Planting Through Plastic Sheeting

Once the soil has warmed, you can cut a slit in the plastic and sow seed in the soil or set transplants. Plastic can stay in place for the whole season in most regions—only in extremely hot regions might the soil grow too hot for plant growth. Plastic sheeting across planting beds through the season will protect vining crops such as melons that creep across the garden from soil-borne pests and diseases.

Other Ways to Pre-Warm the Soil:

Floating row covers, plastic tunnels, and cold frames can also be set in place over planting beds to pre-warm the soil. Warming the soil under these season extenders may take several days more than plastic sheeting stretched tight over the soil.

Mounded or raised wide rows running east and west can be planted; solar heat will more quickly warm raised mounds and beds than planting beds flat in the ground. East and west beds will be evenly warmed from early until late in the day.
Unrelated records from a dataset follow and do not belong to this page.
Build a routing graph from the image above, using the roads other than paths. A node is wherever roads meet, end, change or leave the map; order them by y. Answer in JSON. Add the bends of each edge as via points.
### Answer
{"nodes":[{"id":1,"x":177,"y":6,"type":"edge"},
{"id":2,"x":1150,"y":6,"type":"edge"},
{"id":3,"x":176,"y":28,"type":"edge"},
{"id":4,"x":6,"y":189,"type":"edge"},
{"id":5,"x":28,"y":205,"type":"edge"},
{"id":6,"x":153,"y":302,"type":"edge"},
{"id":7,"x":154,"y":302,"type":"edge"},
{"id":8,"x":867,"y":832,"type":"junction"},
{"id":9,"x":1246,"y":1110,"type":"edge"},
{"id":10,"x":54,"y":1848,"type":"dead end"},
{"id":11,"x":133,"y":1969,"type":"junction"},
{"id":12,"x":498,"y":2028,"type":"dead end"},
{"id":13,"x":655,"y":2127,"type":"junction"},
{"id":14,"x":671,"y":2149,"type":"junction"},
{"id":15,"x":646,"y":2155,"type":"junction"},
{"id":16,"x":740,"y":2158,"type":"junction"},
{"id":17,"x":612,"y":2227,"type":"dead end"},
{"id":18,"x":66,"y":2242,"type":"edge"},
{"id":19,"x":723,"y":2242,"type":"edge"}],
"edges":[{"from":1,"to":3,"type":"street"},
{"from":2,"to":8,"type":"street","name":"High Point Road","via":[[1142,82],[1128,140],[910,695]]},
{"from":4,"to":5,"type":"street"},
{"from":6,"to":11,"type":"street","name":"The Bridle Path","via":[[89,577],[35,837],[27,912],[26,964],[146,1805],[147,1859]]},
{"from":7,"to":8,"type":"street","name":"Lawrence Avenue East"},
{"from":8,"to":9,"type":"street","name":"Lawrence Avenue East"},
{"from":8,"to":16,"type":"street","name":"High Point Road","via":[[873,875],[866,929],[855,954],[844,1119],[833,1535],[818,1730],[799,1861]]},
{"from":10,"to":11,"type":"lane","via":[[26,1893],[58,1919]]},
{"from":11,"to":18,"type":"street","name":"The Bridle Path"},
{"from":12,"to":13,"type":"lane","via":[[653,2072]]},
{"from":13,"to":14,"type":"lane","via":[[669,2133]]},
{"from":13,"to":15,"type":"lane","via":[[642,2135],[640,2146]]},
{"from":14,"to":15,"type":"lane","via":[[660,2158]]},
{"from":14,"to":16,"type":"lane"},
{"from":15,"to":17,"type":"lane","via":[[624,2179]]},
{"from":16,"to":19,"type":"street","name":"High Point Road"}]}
V-shaped trenches for sowing seed or setting transplants can be dug in advance of planting. Mound the soil to the north side of the trench then allow the soil beneath to warm over the course of a couple of weeks before backfilling the trench once the soil has warmed.

Hills or mounds can be made for crops planted in clusters. Make small mounds for corn and beans. Make larger, wider mounds for melons, sweet potatoes, cucumbers, and squashes. These crops will do best on mounds 6 to 8 inches high and 3 feet wide.